Nos últimos 20 anos, disse Wanner, a Suíça contou com trabalhadores europeus para preencher empregos que os suíços não desejam, empregos que normalmente exigem menos qualificações. Mas, ele previu, com os níveis de treinamento aumentando em toda a Europa, será cada vez mais necessário recrutar de fora da União Europeia. A imigração para a Suíça de países não pertencentes à UE, no entanto, é estritamente regulamentada. É permitido apenas para trabalhadores altamente qualificados.
“Isso pode ser problemático no futuro”, disse Wanner. Ainda não está claro como o mundo político lidará com essa questão espinhosa nos próximos anos, nem se concordará em afrouxar as restrições.

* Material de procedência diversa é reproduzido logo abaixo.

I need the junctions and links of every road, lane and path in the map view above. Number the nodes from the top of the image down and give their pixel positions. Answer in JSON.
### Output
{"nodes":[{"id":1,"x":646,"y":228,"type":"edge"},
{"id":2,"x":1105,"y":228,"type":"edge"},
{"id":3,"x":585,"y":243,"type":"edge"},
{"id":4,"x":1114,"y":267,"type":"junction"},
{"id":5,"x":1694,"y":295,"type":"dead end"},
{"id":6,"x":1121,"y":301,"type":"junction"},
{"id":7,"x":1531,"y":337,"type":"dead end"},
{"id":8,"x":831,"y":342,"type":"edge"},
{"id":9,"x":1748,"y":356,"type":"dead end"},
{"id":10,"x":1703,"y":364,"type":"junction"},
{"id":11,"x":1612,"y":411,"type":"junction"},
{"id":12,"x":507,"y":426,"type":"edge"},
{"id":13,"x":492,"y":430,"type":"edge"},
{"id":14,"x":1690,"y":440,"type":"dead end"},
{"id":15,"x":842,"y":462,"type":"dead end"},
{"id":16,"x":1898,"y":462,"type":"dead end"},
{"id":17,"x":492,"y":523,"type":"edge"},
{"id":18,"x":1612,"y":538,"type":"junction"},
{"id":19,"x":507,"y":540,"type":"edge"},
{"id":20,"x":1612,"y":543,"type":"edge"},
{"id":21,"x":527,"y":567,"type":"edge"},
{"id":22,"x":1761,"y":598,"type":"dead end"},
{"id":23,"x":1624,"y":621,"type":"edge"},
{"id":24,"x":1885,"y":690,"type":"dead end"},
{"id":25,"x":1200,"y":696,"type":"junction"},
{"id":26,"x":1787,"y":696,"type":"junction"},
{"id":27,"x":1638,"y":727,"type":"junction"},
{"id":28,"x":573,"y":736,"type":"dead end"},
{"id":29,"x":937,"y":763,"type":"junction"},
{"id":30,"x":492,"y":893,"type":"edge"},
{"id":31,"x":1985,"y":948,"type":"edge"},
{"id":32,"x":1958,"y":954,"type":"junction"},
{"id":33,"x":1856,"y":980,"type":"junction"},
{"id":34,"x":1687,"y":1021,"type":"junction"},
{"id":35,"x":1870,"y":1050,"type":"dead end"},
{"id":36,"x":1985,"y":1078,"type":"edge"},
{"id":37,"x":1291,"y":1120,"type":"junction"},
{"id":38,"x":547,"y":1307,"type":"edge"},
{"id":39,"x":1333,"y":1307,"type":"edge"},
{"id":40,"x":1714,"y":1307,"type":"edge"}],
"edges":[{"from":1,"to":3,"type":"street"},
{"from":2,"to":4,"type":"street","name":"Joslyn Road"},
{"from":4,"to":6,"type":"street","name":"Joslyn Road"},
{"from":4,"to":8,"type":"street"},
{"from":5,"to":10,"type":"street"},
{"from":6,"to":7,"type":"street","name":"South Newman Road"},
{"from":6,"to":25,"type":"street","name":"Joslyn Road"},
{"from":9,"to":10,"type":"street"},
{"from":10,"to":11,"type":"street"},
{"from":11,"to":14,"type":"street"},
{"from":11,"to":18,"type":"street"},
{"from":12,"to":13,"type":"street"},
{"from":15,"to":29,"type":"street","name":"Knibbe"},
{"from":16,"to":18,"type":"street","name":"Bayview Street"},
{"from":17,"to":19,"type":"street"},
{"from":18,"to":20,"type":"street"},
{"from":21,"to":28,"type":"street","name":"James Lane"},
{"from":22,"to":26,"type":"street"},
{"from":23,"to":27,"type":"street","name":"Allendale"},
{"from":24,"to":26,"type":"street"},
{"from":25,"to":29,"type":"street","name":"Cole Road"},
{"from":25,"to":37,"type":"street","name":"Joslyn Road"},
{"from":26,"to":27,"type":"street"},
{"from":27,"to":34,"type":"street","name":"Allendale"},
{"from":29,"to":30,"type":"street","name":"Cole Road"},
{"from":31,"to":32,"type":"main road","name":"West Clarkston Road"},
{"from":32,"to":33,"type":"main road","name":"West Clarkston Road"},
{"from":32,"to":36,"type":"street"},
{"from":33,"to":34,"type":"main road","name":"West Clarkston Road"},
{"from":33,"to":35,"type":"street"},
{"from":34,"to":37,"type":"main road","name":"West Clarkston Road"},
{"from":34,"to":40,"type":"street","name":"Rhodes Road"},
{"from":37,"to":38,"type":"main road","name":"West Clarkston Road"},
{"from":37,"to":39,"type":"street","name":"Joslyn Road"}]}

Wanner explicou que as mudanças demográficas causarão certas mudanças diretas no mercado de trabalho. O aumento da população e a diminuição do tamanho das famílias irão, por exemplo, exigir habitações adicionais e, portanto, impulsionar o setor da construção. O envelhecimento da população e o fato de que mais mulheres estão trabalhando aumentarão a demanda por cuidadores.
Mas o planejamento preciso para necessidades futuras é muito difícil, especialmente para profissões que ainda não existem. Como explicou Wanner, “você precisa ser capaz de antecipar as necessidades econômicas daqui a dez anos para começar a adaptar a educação e o treinamento de acordo”.